Task requirements - Within the records below, filter for lines carrying the word "hand" and copy them.

Start of Block

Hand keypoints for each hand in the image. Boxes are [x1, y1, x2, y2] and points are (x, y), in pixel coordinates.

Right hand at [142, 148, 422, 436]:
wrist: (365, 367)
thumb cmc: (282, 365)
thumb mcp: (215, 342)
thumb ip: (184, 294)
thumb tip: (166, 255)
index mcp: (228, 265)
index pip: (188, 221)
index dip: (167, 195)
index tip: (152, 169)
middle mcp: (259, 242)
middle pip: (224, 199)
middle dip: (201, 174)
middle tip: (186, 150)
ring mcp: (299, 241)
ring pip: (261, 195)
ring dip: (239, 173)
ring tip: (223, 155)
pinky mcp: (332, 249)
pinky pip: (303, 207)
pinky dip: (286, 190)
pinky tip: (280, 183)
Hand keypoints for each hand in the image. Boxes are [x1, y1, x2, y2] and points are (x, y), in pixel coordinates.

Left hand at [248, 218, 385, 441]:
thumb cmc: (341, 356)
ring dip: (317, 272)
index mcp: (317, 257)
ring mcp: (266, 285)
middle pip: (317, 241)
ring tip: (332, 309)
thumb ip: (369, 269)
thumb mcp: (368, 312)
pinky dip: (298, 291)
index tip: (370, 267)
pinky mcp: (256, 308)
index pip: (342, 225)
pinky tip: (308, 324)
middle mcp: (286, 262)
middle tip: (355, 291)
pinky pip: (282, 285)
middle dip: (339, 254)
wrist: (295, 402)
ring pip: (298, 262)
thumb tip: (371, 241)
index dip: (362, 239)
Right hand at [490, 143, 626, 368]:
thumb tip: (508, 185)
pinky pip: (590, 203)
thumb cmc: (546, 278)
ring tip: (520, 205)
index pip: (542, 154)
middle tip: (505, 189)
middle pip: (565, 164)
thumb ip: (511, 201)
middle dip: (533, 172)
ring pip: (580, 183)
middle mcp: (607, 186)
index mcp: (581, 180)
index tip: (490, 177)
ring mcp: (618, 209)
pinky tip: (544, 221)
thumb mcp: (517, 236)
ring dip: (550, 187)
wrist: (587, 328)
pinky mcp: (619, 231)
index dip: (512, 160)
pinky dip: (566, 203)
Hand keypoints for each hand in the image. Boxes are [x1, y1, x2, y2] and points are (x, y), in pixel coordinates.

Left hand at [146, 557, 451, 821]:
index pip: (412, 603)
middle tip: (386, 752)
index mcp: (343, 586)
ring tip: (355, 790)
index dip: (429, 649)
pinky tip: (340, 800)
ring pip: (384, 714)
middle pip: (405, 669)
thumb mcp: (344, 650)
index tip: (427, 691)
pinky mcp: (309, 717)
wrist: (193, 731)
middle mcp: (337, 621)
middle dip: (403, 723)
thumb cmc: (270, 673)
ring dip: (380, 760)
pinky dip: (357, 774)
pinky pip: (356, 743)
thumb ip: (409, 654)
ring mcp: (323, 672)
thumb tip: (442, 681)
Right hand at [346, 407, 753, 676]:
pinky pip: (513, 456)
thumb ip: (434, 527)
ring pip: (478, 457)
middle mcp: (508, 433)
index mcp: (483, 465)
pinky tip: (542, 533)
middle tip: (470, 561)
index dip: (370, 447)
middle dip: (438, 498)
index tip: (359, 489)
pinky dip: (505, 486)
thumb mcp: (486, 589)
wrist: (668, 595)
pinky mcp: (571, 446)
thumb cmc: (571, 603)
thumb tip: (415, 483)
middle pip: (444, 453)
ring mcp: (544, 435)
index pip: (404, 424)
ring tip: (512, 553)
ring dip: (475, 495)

End of Block

Result of the exercise -
Hand keypoints for each hand in the image. Boxes are [x1, y1, x2, y2] and points are (x, y), in pixel coordinates.
Right hand at [142, 148, 422, 436]:
Hand keypoints for each hand in the image. Boxes are [x1, y1, x2, y2] and points are (x, y), in pixel coordinates.
Left hand at [248, 218, 385, 441]:
Right hand at [490, 143, 626, 368]:
Hand keypoints for each hand in the image. Boxes are [x1, y1, x2, y2] and points are (x, y), in pixel coordinates.
Left hand at [146, 557, 451, 821]:
Right hand at [346, 407, 753, 676]:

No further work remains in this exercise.